There are also people who just like picking on people they think won’t fight back. So fight back, by standing up for yourself or someone else, by leaving the situation, by not listening, by finding someone who will help you. What is most important is that you be true to yourself. And survive. Evolve. Stay in the game. Everyone is different. Gay is just one part. It can seem huge when you’re trying to figure yourself out or find someone to date, but it is just one of all your qualities. And all of you matters. Believe that. You matter to the universe, to me and a lot of other people, some of whom you will meet in the future. So have a future. There is no way to be officially gay or straight. The only thing you can really hope to be is you. And you are the only person who knows how.

It gets better.

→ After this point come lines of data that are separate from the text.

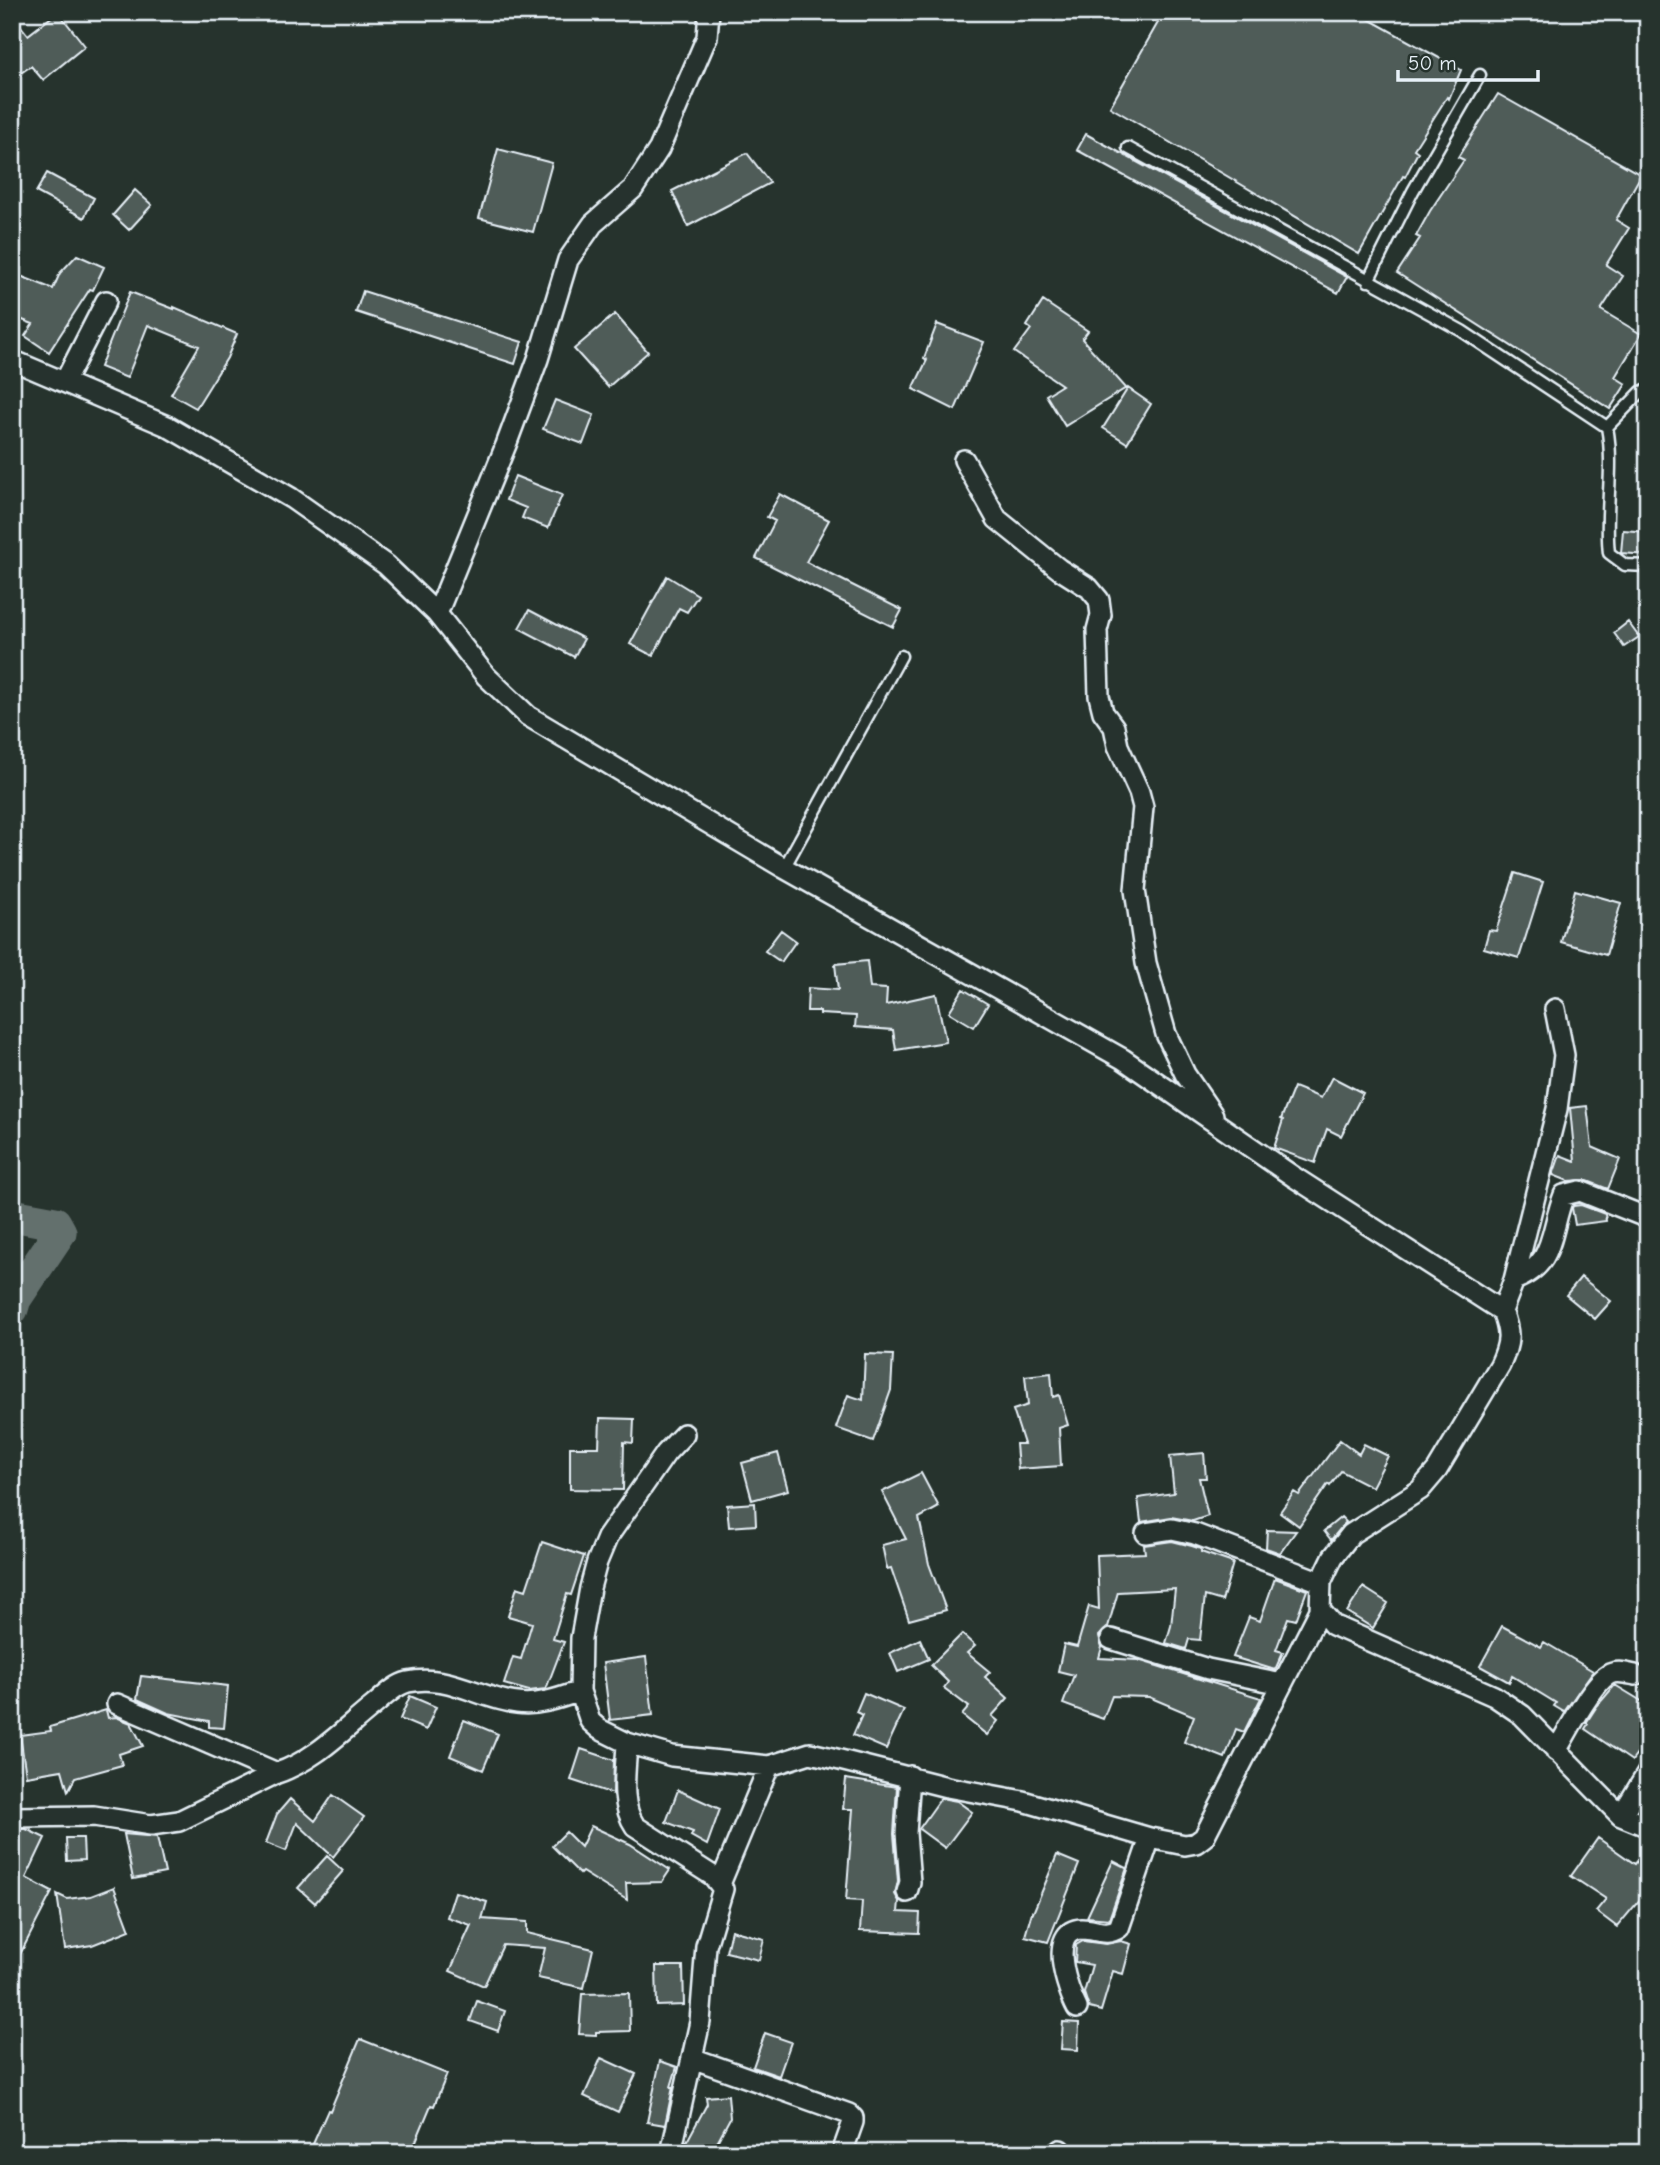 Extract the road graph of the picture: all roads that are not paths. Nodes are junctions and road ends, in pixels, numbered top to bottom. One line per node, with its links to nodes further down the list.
1 (709, 12): 12 (street)
2 (1480, 75): 4 (lane)
3 (1128, 148): 4 (lane)
4 (1367, 281): 9 (lane)
5 (106, 301): 7 (street)
6 (12, 360): 7 (street)
7 (65, 381): 12 (street)
8 (1648, 389): 9 (lane)
9 (1607, 427): 11 (lane)
10 (964, 460): 16 (street)
11 (1648, 566)
12 (437, 614): 14 (street)
13 (901, 656): 14 (lane)
14 (784, 868): 16 (street)
15 (1555, 1009): 18 (street)
16 (1220, 1125): 19 (street)
17 (1648, 1218): 18 (street)
18 (1514, 1280): 19 (street)
19 (1502, 1311): 22 (street)
20 (684, 1434): 27 (street)
21 (1146, 1533): 22 (street)
22 (1321, 1582): 23 (street)
23 (1320, 1610): 26 (street); 30 (street)
24 (1111, 1639): 26 (street)
25 (1635, 1675): 30 (street)
26 (1283, 1684): 38 (street)
27 (580, 1690): 29 (street); 33 (street)
28 (117, 1703): 33 (street)
29 (627, 1743): 31 (street); 39 (street)
30 (1556, 1751): 35 (street)
31 (769, 1766): 34 (street); 39 (street)
32 (1648, 1772): 35 (street)
33 (277, 1773): 36 (street)
34 (910, 1776): 38 (street); 40 (street)
35 (1621, 1816): 37 (street)
36 (12, 1817)
37 (1648, 1827)
38 (1150, 1838): 41 (street)
39 (720, 1884): 42 (street)
40 (907, 1892)
41 (1077, 2008)
42 (692, 2059): 43 (street); 44 (street)
43 (671, 2153)
44 (842, 2153)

Gayle and I have been together for 22 years, I proposed 21 and a half years ago (before it was trendy), we have friends through church*, theatre, family, classes, work…all the usual ways you wander into people. We helped raise my then pre-teen brother who would spend all his school breaks with us. We’ve done plays + movies together, seen plays + movies together, tossed around baseballs, travelled, learned, laughed, loved…

Make your own list. And be safe about it. I always prefer the word gay as a generic catch all term because it can also mean merry. But that’s my version of gay, somewhere in among all the rest of my versions of things.

So be you. Respect the individual in yourself and others. And have some fun, darn it. It gets better. Believe it. There is an increasing list of people who want to tell you that because everybody feels alone sometime. We can all imagine what we’d like someone to say. We all know what it’s like to lose someone. There are people reaching out to you who want nothing more than for you to know that while your experience is unique, your story is worth sharing, your situation can improve and there are people who care.

Take care of yourself. Be you. Be merry.

*Episcopal. I recommend it. Gayle was raised Southern Baptist and I was raised Roman Catholic. It took us a long time to find a church we agreed on. Gayle attends much more frequently that I do, and if religion isn’t something you’re interested in, that’s another facet of you, but if it is, there are churches that will accept, support and fight for you. Find one.

  1. I am finally catching up after a month away. Thanks for sharing your story….and good church recommendations. There are some wonderful options out there.

    • Thanks for stopping by Kristyn. Sorry it took me so long to respond. The religion topic always makes me thoughtful. Too many people discount faith/religion as having any validity at all and too many churches/clergy abuse the faith that is placed in them. This can leave people brought up in strong faith traditions even more alone than bullying. Integrity has come through again with a blessing for the bullied.